[REQUIRED ACTION]:
Which lines run from the one containing "Build a gazetteer for this" to the end of the listing? Copy them out exactly, leaving out the rest.

[SUPPLIED MATERIAL]:
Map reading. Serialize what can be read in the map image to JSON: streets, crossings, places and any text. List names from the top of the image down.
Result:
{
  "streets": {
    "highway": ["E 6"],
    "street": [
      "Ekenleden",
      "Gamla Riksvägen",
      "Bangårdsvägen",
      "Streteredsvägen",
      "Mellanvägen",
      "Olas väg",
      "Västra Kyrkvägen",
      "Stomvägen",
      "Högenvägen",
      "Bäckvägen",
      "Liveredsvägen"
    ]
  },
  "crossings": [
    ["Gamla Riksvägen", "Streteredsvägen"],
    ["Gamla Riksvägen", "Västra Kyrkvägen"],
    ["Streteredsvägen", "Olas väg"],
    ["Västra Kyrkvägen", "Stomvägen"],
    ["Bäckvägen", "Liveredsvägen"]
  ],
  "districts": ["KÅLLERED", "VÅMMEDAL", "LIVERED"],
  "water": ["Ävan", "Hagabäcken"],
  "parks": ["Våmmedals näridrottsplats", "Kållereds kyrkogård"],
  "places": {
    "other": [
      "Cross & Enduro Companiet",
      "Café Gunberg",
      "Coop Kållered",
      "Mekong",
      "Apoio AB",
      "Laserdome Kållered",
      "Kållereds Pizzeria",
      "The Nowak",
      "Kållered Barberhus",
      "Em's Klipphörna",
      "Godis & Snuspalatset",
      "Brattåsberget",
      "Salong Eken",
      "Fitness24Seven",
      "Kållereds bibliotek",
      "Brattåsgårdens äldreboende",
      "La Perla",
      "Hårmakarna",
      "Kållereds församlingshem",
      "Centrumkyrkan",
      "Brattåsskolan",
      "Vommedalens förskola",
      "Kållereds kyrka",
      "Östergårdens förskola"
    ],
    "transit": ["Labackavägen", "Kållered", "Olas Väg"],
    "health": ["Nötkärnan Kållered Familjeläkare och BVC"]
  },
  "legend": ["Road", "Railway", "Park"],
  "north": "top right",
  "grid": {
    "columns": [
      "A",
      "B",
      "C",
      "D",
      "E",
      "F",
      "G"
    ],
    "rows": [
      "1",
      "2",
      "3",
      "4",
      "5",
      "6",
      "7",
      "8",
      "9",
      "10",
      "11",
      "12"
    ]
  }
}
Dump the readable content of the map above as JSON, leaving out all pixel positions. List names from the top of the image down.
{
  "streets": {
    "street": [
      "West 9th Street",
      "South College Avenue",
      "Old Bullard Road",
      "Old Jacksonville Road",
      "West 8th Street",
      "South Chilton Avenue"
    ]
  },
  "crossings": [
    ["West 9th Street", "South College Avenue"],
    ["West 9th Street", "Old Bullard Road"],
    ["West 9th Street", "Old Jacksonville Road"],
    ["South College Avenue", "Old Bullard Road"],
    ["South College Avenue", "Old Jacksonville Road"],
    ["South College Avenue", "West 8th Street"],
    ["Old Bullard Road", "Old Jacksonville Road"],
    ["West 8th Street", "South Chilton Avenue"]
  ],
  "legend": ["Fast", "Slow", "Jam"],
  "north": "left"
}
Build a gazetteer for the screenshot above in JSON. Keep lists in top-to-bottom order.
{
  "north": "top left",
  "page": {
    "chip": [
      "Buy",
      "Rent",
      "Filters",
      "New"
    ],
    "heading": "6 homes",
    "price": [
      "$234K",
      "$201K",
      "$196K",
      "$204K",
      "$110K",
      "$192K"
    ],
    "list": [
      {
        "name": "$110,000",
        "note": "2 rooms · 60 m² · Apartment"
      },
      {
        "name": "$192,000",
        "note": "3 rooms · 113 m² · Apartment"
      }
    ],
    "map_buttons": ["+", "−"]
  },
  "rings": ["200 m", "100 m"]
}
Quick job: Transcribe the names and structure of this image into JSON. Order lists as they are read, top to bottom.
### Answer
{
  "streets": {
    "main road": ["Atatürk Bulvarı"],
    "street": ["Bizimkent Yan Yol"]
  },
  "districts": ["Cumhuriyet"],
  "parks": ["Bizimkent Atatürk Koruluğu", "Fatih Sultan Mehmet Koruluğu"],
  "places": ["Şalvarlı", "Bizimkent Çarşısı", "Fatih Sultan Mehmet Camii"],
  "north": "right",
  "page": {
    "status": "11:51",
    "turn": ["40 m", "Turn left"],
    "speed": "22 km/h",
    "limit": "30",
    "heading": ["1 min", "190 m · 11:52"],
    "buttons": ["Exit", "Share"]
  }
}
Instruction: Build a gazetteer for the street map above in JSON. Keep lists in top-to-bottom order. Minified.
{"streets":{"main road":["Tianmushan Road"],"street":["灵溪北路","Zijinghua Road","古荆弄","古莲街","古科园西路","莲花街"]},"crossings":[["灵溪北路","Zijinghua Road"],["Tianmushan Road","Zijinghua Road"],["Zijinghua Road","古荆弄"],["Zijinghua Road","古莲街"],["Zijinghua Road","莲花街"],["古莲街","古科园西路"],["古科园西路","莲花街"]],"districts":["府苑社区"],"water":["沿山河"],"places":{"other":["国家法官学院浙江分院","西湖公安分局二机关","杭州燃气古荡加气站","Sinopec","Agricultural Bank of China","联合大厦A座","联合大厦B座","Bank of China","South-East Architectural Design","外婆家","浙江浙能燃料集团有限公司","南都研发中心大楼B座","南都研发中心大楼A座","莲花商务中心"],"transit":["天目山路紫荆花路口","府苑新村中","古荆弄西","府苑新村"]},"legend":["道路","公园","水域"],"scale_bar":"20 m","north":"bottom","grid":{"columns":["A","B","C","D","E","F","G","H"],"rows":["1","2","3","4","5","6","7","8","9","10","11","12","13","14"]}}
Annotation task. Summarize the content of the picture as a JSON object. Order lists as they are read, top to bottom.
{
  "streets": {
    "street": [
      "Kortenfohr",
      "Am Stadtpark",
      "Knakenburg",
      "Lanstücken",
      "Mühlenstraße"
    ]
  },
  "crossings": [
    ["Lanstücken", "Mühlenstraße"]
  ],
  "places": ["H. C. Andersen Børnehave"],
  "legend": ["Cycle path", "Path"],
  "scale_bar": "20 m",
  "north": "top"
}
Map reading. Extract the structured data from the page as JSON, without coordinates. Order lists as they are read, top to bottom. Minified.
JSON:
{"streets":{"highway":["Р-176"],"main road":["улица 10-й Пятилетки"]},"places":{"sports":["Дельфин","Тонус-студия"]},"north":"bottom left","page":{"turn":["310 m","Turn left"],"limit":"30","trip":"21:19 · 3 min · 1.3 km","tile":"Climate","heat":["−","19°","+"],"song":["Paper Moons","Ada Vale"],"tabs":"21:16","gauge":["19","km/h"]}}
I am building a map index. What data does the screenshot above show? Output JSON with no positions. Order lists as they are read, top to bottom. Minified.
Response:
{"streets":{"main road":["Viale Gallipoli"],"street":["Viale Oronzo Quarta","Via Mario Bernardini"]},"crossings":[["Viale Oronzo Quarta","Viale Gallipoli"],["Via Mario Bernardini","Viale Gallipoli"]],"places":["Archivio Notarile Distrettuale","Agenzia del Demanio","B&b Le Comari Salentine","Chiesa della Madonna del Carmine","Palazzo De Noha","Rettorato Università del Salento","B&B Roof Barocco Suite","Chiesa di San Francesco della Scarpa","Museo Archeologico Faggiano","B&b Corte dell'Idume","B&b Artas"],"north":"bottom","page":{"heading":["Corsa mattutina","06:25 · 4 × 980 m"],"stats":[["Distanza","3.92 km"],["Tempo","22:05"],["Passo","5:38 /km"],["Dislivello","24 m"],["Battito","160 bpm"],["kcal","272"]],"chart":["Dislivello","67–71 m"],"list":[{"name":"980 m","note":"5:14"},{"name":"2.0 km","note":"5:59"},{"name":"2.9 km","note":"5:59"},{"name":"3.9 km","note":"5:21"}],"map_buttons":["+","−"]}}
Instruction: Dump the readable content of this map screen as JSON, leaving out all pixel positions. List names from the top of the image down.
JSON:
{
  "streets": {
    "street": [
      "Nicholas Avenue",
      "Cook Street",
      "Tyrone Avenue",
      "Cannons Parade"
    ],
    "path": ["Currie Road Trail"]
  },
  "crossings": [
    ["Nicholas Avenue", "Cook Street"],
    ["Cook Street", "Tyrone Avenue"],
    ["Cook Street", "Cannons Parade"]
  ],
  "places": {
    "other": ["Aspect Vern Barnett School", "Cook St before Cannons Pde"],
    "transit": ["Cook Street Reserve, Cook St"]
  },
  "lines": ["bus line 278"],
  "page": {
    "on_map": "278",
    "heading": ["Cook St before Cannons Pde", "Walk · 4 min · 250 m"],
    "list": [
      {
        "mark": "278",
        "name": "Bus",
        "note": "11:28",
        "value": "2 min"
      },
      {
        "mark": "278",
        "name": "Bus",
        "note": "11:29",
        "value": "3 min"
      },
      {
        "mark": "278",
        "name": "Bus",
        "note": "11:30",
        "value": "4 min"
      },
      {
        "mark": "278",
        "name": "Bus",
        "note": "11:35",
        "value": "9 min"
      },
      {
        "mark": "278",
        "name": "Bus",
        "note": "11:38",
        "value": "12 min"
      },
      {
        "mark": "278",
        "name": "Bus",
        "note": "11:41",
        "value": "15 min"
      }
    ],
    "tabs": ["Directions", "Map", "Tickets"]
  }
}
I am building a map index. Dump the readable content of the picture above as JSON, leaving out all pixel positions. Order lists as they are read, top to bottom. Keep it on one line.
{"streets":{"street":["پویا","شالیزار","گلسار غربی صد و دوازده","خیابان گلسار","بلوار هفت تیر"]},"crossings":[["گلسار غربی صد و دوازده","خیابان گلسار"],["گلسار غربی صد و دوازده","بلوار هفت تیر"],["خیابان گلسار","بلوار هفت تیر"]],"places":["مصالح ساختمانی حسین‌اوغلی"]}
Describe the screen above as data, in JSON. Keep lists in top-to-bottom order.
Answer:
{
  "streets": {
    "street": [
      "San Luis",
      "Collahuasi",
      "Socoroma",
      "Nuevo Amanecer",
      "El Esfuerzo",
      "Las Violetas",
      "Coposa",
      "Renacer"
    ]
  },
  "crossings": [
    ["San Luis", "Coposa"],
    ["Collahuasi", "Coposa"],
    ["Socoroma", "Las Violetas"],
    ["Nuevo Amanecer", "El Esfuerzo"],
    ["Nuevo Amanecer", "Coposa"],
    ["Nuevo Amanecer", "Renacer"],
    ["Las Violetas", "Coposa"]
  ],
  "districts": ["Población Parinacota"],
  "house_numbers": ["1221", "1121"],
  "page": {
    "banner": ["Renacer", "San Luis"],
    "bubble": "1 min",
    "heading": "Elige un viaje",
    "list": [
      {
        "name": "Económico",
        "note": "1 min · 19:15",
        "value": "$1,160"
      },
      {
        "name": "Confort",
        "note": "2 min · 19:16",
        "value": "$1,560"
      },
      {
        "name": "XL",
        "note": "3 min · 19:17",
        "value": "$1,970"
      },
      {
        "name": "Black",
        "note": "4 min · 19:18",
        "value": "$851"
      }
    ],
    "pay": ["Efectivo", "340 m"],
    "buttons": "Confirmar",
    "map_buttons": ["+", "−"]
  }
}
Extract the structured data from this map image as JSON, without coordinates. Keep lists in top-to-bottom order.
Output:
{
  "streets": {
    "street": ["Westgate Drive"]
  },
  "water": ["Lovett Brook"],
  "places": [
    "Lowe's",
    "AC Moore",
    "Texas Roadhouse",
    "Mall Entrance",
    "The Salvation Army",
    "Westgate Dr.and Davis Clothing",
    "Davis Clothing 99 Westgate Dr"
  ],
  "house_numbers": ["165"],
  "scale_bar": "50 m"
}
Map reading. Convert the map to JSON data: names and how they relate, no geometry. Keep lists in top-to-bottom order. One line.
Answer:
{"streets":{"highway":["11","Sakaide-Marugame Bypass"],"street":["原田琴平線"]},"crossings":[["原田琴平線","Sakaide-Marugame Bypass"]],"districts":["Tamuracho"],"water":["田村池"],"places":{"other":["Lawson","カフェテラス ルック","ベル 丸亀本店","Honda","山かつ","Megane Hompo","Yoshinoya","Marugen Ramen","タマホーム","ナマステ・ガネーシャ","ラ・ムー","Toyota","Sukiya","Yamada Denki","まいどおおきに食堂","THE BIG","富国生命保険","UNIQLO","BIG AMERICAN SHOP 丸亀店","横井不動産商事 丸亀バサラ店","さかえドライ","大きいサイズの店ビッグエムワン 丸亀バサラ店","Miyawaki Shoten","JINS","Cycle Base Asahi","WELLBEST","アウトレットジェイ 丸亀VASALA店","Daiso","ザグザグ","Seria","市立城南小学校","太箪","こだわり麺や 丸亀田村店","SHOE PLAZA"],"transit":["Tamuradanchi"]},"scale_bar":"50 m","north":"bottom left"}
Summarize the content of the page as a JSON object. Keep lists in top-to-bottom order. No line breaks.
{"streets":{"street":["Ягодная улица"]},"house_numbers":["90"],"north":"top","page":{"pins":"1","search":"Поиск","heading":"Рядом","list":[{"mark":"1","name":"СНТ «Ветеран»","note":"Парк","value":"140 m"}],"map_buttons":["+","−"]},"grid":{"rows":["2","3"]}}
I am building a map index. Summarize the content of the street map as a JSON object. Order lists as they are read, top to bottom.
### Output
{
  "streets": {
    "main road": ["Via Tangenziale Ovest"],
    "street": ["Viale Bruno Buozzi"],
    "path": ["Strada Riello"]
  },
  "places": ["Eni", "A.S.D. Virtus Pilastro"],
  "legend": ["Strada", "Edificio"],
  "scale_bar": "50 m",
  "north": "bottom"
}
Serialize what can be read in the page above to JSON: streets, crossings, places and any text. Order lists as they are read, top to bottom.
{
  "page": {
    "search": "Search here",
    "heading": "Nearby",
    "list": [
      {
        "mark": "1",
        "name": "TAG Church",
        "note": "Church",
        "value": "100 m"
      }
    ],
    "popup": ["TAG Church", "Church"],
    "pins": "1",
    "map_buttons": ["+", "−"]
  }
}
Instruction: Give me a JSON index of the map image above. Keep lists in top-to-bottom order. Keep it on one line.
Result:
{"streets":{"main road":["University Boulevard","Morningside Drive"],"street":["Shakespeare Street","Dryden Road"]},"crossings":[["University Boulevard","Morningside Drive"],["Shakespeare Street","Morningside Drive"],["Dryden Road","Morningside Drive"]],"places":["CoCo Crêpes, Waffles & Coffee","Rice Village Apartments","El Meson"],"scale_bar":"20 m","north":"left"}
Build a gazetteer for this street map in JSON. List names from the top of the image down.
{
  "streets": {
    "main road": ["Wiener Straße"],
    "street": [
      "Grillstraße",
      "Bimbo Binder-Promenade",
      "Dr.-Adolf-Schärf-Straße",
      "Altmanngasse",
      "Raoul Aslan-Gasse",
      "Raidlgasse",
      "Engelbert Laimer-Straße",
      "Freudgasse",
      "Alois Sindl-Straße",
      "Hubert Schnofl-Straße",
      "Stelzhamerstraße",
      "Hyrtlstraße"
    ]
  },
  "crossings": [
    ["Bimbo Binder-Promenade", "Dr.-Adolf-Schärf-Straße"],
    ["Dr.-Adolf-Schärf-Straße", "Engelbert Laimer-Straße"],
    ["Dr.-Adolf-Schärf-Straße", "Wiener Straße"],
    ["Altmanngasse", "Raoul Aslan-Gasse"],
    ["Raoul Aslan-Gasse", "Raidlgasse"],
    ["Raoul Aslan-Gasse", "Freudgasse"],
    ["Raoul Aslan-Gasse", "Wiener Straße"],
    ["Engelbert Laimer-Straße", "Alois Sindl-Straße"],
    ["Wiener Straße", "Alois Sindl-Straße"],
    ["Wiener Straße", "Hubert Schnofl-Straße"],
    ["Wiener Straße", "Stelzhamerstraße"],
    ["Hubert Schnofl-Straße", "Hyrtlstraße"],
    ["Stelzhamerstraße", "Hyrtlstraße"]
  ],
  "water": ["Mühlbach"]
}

[REPLY]:
Build a gazetteer for this street map in JSON. List names from the top of the image down.
{
  "streets": {
    "main road": ["Wiener Straße"],
    "street": [
      "Grillstraße",
      "Bimbo Binder-Promenade",
      "Dr.-Adolf-Schärf-Straße",
      "Altmanngasse",
      "Raoul Aslan-Gasse",
      "Raidlgasse",
      "Engelbert Laimer-Straße",
      "Freudgasse",
      "Alois Sindl-Straße",
      "Hubert Schnofl-Straße",
      "Stelzhamerstraße",
      "Hyrtlstraße"
    ]
  },
  "crossings": [
    ["Bimbo Binder-Promenade", "Dr.-Adolf-Schärf-Straße"],
    ["Dr.-Adolf-Schärf-Straße", "Engelbert Laimer-Straße"],
    ["Dr.-Adolf-Schärf-Straße", "Wiener Straße"],
    ["Altmanngasse", "Raoul Aslan-Gasse"],
    ["Raoul Aslan-Gasse", "Raidlgasse"],
    ["Raoul Aslan-Gasse", "Freudgasse"],
    ["Raoul Aslan-Gasse", "Wiener Straße"],
    ["Engelbert Laimer-Straße", "Alois Sindl-Straße"],
    ["Wiener Straße", "Alois Sindl-Straße"],
    ["Wiener Straße", "Hubert Schnofl-Straße"],
    ["Wiener Straße", "Stelzhamerstraße"],
    ["Hubert Schnofl-Straße", "Hyrtlstraße"],
    ["Stelzhamerstraße", "Hyrtlstraße"]
  ],
  "water": ["Mühlbach"]
}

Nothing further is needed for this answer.